→ Assignment
The answer must be a single number: the count of lines in the records below that contain the word "Mainzer".

→ Source data
=-=-=-=-=
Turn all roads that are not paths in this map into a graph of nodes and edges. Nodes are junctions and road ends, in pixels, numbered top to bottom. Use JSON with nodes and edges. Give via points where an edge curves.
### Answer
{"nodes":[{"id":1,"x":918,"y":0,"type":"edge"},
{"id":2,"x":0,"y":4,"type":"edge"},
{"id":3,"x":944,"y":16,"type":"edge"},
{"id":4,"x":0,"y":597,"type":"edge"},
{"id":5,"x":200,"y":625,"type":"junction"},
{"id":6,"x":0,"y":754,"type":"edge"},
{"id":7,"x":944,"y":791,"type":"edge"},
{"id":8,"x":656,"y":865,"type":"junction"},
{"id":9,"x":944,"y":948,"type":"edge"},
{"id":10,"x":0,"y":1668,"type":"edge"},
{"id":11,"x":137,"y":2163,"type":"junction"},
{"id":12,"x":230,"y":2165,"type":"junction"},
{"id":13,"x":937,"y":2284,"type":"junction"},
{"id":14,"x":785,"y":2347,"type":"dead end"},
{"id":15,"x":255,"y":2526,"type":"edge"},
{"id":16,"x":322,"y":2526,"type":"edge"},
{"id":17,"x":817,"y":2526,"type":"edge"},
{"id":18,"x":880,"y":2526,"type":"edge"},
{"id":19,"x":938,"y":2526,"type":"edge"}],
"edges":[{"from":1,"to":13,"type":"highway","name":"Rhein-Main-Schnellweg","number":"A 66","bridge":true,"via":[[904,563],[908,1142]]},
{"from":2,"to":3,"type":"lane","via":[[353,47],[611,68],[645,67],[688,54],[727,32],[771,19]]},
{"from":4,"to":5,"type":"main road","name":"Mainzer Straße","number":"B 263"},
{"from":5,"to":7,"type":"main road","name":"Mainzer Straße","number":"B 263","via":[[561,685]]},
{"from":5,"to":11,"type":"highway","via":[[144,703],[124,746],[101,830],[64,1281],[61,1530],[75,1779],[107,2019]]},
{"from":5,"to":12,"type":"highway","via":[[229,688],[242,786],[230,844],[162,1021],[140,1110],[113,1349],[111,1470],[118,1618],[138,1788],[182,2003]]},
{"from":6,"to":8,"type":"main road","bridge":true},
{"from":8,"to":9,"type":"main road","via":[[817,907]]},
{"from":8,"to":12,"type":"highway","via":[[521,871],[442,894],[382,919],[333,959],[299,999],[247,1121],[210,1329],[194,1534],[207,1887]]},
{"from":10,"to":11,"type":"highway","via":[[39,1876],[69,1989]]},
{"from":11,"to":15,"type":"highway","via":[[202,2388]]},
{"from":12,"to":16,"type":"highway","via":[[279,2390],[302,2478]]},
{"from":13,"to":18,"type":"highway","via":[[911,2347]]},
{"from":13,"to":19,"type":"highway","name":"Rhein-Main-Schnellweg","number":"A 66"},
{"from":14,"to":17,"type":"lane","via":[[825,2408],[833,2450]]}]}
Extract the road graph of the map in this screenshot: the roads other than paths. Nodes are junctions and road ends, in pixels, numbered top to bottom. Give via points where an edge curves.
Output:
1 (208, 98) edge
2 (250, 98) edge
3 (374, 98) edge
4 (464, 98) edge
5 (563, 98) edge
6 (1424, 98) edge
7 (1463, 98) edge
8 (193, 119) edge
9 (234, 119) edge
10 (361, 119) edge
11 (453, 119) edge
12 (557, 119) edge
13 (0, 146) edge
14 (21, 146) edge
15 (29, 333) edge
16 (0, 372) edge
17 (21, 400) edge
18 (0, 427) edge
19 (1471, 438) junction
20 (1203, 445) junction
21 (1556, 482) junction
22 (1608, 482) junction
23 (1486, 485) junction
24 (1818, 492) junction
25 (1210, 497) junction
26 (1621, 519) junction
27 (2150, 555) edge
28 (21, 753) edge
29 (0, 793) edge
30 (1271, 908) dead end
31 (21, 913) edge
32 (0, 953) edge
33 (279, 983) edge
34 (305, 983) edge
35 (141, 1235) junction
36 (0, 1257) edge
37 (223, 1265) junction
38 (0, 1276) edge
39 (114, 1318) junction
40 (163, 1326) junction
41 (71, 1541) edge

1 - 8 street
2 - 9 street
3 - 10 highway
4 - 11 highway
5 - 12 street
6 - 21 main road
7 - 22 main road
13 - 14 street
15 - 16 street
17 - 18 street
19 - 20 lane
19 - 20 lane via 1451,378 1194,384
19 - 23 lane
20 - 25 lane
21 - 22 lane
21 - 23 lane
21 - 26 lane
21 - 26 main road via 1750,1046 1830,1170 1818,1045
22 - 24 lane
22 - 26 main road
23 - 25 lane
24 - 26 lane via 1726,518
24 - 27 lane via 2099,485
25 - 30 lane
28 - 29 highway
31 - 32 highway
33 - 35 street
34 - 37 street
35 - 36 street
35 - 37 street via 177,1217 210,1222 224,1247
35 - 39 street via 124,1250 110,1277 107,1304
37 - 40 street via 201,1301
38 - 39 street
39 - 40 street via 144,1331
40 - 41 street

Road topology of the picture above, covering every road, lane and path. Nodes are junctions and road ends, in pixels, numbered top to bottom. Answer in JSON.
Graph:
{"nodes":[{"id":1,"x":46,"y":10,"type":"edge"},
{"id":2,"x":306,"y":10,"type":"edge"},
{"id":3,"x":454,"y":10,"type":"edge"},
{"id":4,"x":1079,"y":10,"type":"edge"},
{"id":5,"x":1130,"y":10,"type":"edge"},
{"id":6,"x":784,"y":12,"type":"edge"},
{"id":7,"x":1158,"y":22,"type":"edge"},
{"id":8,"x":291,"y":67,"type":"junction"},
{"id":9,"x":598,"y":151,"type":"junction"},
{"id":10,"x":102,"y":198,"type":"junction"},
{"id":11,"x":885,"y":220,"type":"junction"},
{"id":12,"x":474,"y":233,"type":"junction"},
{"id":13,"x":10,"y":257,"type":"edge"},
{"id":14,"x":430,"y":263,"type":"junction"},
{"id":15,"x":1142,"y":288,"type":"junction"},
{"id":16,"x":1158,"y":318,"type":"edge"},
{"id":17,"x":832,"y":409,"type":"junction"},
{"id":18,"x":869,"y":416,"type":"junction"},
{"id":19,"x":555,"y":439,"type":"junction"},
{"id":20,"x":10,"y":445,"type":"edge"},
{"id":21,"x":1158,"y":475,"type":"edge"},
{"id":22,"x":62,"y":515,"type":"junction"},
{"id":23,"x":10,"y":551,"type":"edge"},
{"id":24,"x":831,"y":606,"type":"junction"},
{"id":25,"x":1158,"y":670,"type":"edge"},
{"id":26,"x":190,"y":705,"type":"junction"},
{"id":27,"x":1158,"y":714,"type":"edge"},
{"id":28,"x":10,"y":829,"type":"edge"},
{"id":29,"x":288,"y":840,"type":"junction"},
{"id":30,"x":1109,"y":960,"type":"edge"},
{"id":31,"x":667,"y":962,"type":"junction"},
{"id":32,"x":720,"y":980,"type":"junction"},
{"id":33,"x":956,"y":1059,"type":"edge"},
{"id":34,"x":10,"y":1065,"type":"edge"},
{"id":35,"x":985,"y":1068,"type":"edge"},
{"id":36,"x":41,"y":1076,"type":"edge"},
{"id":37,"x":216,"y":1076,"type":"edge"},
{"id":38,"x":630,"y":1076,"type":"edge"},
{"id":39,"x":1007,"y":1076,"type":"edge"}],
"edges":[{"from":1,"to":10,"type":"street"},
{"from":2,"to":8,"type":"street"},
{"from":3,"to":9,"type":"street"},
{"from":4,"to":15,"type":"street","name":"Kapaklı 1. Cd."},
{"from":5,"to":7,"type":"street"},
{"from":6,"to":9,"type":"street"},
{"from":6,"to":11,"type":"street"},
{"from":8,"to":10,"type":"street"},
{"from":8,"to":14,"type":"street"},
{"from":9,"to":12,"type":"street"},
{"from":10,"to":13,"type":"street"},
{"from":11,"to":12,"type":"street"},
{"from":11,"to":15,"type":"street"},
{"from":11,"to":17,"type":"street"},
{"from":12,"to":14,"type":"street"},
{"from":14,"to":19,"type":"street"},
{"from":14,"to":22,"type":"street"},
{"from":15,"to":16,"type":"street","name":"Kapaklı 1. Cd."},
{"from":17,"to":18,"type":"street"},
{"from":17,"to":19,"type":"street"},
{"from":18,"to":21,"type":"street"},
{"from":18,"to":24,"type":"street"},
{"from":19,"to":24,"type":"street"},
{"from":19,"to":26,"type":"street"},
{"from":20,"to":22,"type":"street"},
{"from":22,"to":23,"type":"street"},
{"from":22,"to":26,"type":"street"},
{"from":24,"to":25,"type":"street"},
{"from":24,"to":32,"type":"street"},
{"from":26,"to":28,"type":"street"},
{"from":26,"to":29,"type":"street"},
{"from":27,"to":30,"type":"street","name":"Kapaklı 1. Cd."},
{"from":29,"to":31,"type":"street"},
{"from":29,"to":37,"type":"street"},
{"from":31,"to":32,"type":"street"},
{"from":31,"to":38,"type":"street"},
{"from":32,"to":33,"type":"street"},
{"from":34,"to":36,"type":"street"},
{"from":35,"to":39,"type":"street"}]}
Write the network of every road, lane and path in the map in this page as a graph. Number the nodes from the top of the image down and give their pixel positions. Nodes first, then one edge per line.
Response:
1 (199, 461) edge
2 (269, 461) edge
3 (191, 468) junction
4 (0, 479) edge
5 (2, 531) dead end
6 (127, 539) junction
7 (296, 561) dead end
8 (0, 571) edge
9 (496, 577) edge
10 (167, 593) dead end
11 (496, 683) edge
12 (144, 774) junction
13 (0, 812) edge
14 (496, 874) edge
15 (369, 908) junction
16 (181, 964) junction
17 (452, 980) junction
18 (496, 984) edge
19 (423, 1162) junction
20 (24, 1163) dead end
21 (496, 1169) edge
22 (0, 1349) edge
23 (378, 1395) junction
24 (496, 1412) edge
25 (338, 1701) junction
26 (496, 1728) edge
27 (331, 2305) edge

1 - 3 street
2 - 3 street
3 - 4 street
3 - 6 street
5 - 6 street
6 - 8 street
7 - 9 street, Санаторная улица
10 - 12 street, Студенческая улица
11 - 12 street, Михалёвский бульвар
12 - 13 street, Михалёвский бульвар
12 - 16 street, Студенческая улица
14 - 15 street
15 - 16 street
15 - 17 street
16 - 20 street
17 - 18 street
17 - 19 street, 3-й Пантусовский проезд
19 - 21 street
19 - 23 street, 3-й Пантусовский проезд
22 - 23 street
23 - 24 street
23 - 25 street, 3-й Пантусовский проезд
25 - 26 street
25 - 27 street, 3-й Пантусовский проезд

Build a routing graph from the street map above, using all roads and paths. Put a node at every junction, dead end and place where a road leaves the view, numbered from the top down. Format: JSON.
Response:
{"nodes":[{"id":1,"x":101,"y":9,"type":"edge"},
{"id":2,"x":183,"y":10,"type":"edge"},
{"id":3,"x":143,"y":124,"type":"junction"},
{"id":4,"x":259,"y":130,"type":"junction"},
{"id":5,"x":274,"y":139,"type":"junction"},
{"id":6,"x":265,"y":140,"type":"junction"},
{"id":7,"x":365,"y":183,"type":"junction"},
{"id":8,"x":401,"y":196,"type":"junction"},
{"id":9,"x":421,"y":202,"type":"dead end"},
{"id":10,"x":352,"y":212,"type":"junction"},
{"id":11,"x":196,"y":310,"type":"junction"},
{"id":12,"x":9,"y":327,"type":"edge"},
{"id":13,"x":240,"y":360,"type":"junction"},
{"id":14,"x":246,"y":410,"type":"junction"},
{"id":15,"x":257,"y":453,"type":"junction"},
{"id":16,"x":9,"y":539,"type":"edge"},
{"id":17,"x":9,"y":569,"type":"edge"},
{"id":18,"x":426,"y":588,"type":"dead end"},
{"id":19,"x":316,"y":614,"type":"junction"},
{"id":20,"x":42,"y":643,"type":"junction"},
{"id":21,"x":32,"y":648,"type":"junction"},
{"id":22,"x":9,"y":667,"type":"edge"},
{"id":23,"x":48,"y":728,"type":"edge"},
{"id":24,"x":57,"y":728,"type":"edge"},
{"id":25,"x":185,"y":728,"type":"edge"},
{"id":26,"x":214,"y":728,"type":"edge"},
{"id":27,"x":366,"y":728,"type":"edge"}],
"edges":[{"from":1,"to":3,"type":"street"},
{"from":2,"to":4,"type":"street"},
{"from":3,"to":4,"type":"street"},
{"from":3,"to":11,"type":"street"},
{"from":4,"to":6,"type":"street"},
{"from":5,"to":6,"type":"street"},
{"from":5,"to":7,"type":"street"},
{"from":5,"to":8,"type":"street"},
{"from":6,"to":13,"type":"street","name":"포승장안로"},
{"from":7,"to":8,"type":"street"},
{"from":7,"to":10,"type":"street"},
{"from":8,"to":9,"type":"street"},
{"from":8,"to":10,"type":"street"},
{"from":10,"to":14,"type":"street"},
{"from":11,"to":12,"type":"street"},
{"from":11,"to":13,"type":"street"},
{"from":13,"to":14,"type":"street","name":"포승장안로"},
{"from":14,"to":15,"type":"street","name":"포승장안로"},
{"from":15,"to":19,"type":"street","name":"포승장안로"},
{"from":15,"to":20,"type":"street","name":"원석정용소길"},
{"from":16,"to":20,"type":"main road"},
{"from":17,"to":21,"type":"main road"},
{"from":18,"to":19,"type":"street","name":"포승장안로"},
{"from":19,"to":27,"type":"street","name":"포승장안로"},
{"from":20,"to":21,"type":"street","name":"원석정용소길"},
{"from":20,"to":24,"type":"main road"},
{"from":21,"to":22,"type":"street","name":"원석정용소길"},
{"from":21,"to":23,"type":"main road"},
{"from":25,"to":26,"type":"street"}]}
=-=-=-=-=
→ Answer box
2